普段はスマートフォンで詩を書き、SNSも活用する最果さんですが、本展では「その人がその場に立つことで完成する詩」をコンセプトに、読者が会場を歩き回って体験するインスタレーションを発表します。なかでも、天井から多数の言葉が書かれたモビールを吊るす「詩になる直前の、名古屋パルコは。」は圧巻です(大阪では「詩になる直前の、心斎橋パルコは。」になります)。
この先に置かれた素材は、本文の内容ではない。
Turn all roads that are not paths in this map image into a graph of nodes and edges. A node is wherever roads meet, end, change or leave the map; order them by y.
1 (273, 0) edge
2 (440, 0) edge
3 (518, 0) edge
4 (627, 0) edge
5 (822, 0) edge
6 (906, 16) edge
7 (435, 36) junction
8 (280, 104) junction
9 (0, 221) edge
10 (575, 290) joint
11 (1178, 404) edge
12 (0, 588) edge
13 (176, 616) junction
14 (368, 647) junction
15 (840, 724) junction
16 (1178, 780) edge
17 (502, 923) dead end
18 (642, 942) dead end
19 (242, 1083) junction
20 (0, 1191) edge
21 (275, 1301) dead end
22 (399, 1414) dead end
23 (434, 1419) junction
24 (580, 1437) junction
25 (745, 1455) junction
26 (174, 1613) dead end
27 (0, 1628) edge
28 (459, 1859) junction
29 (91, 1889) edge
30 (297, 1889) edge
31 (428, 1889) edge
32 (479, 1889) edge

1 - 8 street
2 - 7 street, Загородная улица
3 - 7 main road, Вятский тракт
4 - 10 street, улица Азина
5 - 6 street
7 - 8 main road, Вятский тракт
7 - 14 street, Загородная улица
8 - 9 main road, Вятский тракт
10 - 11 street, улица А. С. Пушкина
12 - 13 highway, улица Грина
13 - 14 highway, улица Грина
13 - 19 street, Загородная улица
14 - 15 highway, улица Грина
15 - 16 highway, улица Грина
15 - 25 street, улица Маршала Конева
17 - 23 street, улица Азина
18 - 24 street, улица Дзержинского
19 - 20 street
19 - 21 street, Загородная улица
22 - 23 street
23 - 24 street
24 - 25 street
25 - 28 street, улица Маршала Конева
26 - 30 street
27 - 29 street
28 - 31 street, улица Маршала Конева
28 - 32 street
自らの詩を大胆にばらばらにし、空間いっぱいに展開させるこの作品はまさに、詩は「その人だけの」感覚を心の内側に立ち上げるもので、どう受け止めても自由だという、最果さんの書き手としての姿勢そのもののような表現だと感じています。ゆらゆらと動く「詩になる直前」の言葉たちを自由に追いかけて、心が動く言葉を見つけたり、その瞬間を味わったりしてみてください。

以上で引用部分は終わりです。